Everybody knows the three rules of real estate: Location, Refinance, Foreclosure. But our best vice president ever, Dick Cheney, is focused on the first part of that maxim by building his "retirement" house literally across the street from CIA headquarters in McLean, Virginia.
We've had a memorable seven years of Life With Cheney at the Naval Observatory lair, where he and Lynne are the current supervillains in residence. Where might they settle once Vice President Hillary comes a knockin' next January? Where might they continue their weird, terrible lives of document shredding and ritual animal sacrifice?

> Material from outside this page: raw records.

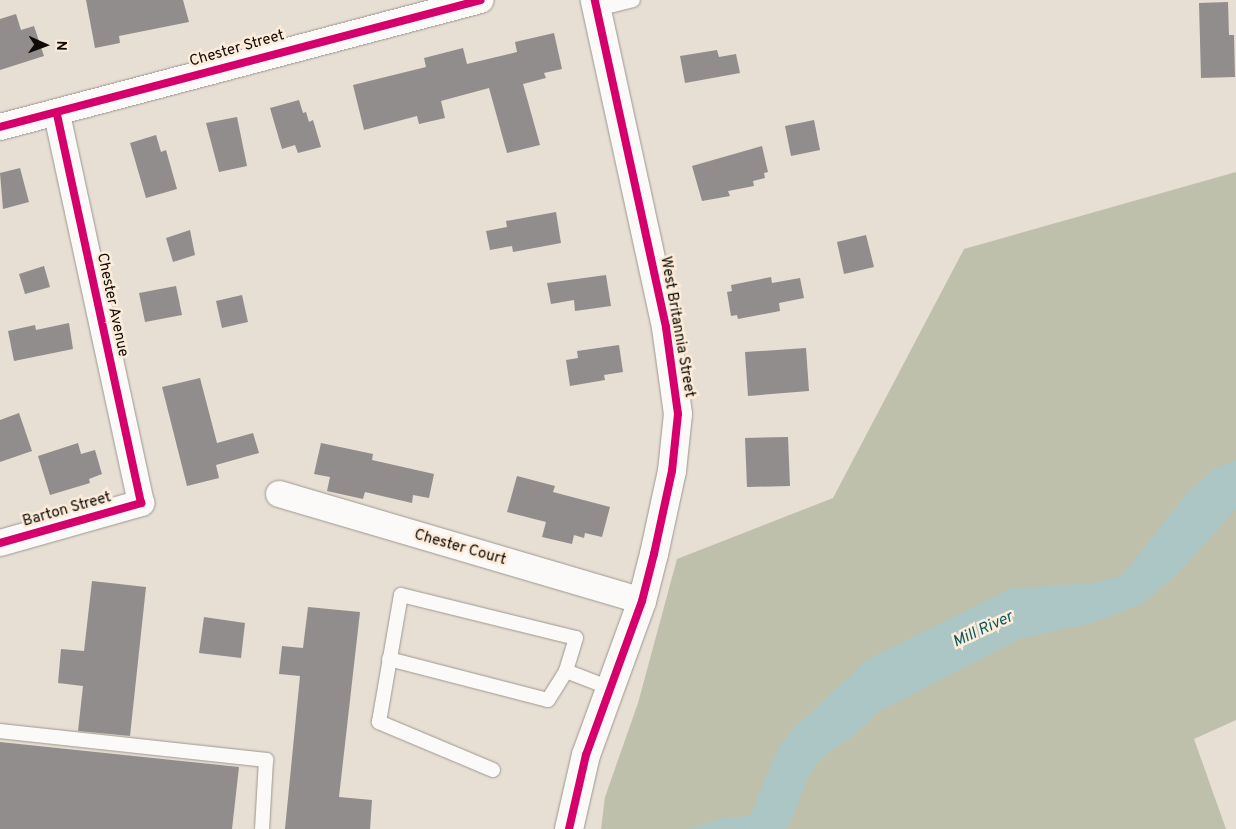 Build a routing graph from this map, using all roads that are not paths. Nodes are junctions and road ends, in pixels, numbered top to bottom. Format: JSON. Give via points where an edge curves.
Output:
{"nodes":[{"id":1,"x":481,"y":0,"type":"edge"},
{"id":2,"x":633,"y":0,"type":"edge"},
{"id":3,"x":596,"y":5,"type":"edge"},
{"id":4,"x":57,"y":113,"type":"junction"},
{"id":5,"x":0,"y":127,"type":"edge"},
{"id":6,"x":279,"y":494,"type":"dead end"},
{"id":7,"x":141,"y":503,"type":"joint"},
{"id":8,"x":0,"y":543,"type":"edge"},
{"id":9,"x":642,"y":601,"type":"junction"},
{"id":10,"x":390,"y":659,"type":"junction"},
{"id":11,"x":566,"y":671,"type":"junction"},
{"id":12,"x":610,"y":688,"type":"junction"},
{"id":13,"x":0,"y":732,"type":"edge"},
{"id":14,"x":493,"y":770,"type":"dead end"},
{"id":15,"x":262,"y":829,"type":"edge"},
{"id":16,"x":569,"y":829,"type":"edge"}],
"edges":[{"from":1,"to":4,"type":"street","name":"Chester Street"},
{"from":2,"to":3,"type":"lane"},
{"from":3,"to":9,"type":"street","name":"West Britannia Street","via":[[676,385],[678,414],[672,471]]},
{"from":4,"to":5,"type":"street","name":"Chester Street"},
{"from":4,"to":7,"type":"street","name":"Chester Avenue"},
{"from":6,"to":9,"type":"street","name":"Chester Court"},
{"from":7,"to":8,"type":"street","name":"Barton Street"},
{"from":9,"to":12,"type":"street","name":"West Britannia Street"},
{"from":10,"to":11,"type":"lane","via":[[548,700]]},
{"from":10,"to":11,"type":"lane","via":[[401,595],[576,638]]},
{"from":10,"to":14,"type":"lane","via":[[379,722]]},
{"from":11,"to":12,"type":"lane"},
{"from":12,"to":16,"type":"street","name":"West Britannia Street","via":[[582,769]]},
{"from":13,"to":15,"type":"lane","via":[[266,760]]}]} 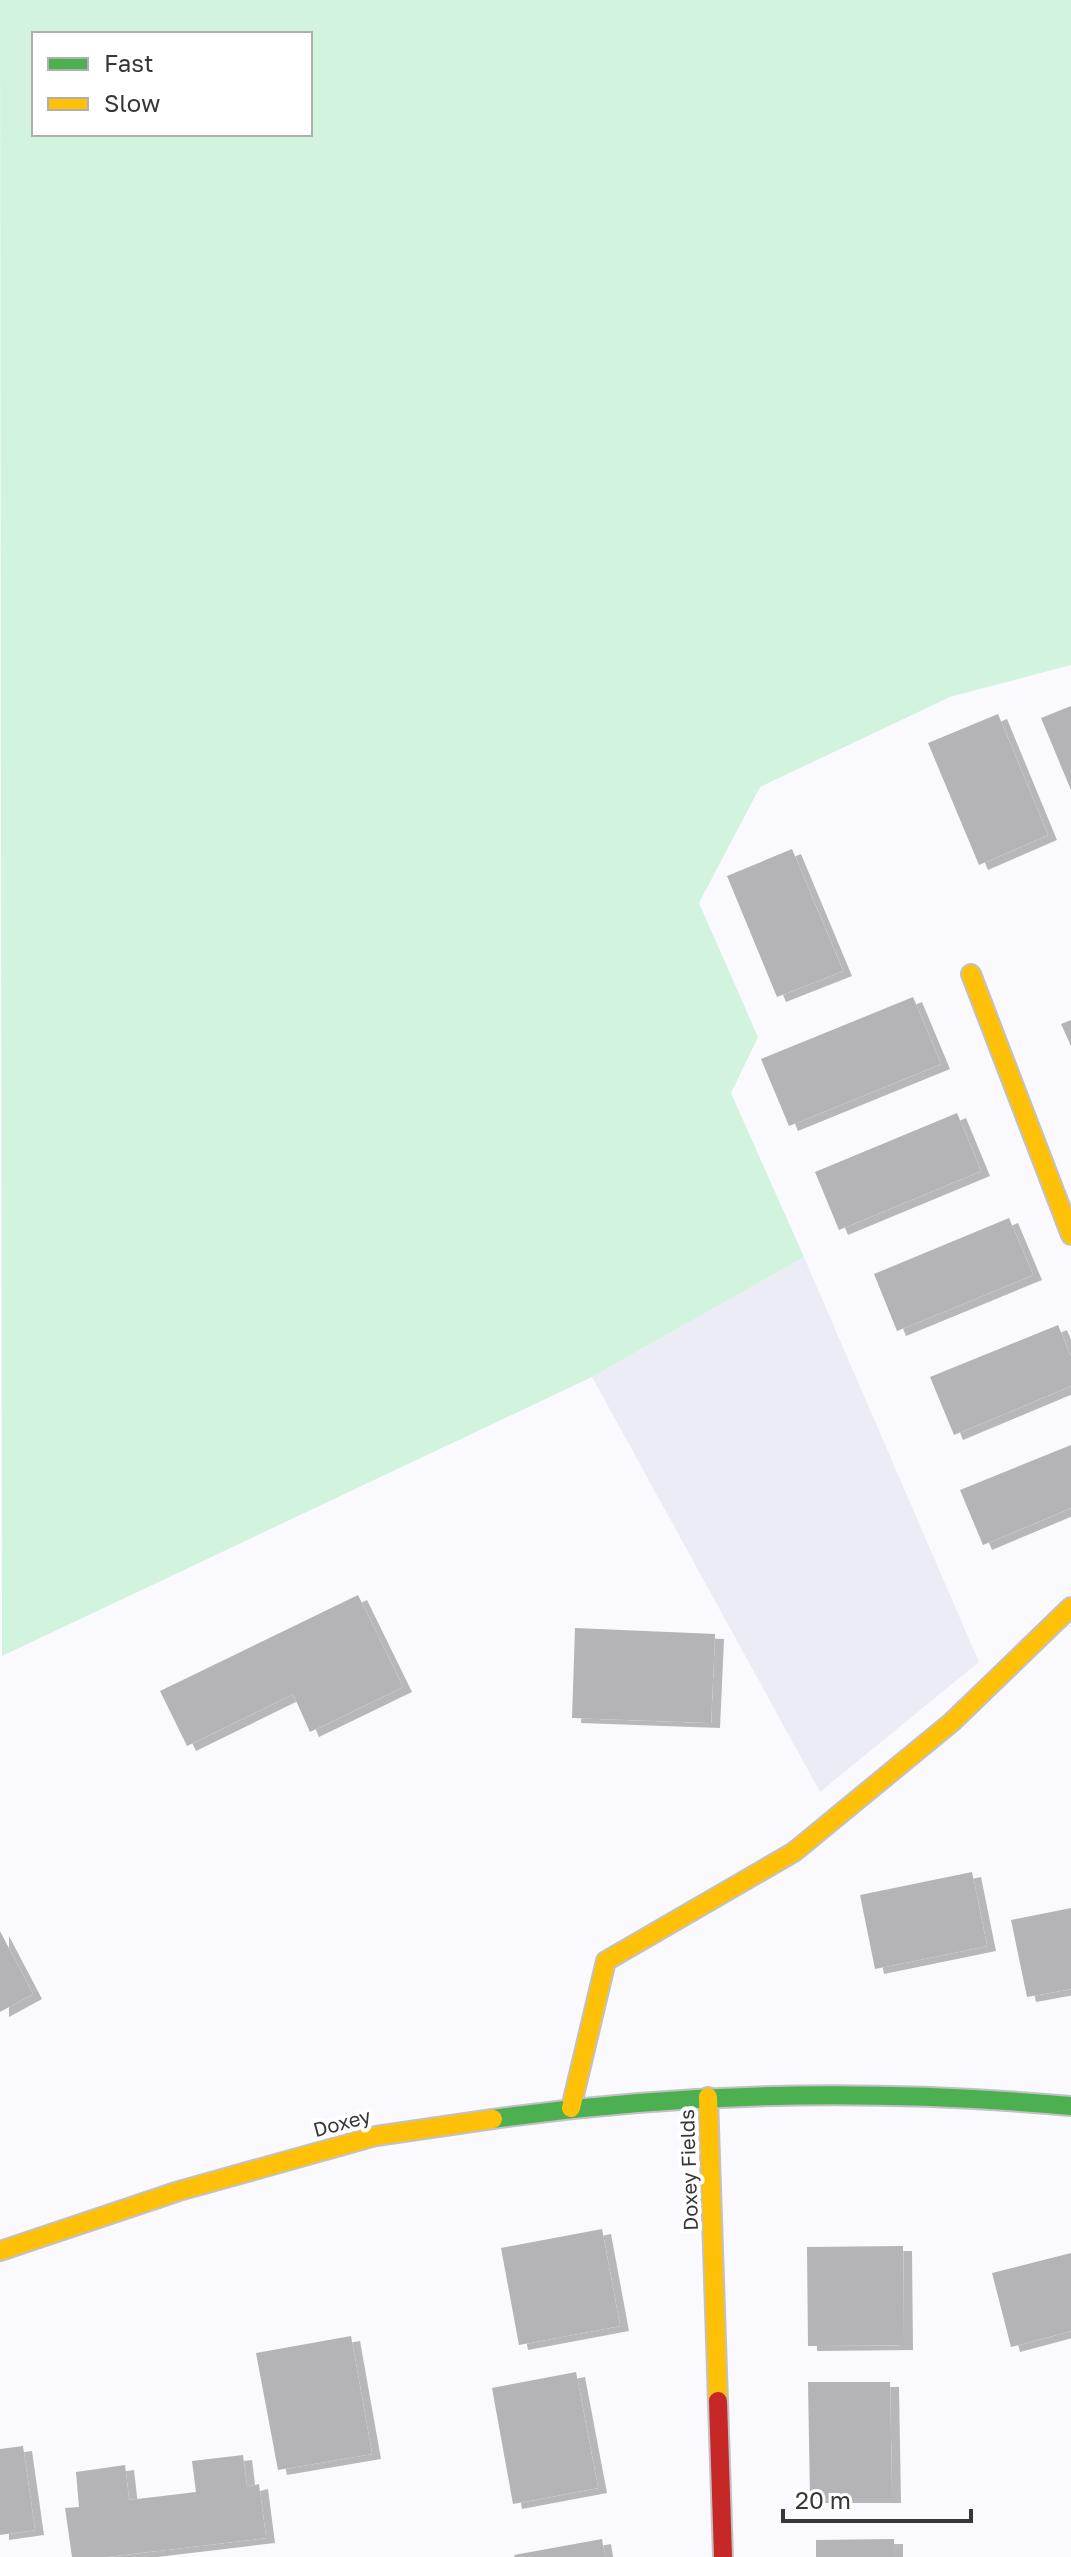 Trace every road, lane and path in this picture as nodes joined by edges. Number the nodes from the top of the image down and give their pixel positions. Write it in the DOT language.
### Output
graph roads {
  1 [pos="971,974"];
  2 [pos="1071,1235"];
  3 [pos="1071,1607"];
  4 [pos="708,2097"];
  5 [pos="1071,2106"];
  6 [pos="571,2108"];
  7 [pos="0,2251"];
  8 [pos="723,2557"];
  1 -- 2 [label="street"];
  3 -- 6 [label="street"];
  4 -- 5 [label="street, Doxey Fields"];
  4 -- 6 [label="street, Doxey"];
  4 -- 8 [label="street, Doxey Fields"];
  6 -- 7 [label="street, Doxey"];
}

According to shadowy intelligence site Cryptome and the less-shadowy Fairfax County Land Use Plan Details website, Dick and Lynne are building their nightmare dream home on a quiet, expensive McLean road that's literally about 2,000 feet away from the Central Intelligence Agency HQ in the Langley woods.
The house and land itself seem utterly unremarkable and quite unfit for Dr. Evil: The property is just under an acre in size and the house will sit pretty close to the neighbors — it appears to be the standard Northern Virginia "custom home" McMansion, with a finished basement most likely outfitted with a human-sized incinerator.
But its proximity to the Spook Capital of America makes it far more interesting as well as incredibly appropriate for the most secretive powerful vice president in history. It also suggests Cheney may pull a Putin when he "leaves office" just 10 months from now, and continue his global reign of terror from the executive suites of the CIA headquarters.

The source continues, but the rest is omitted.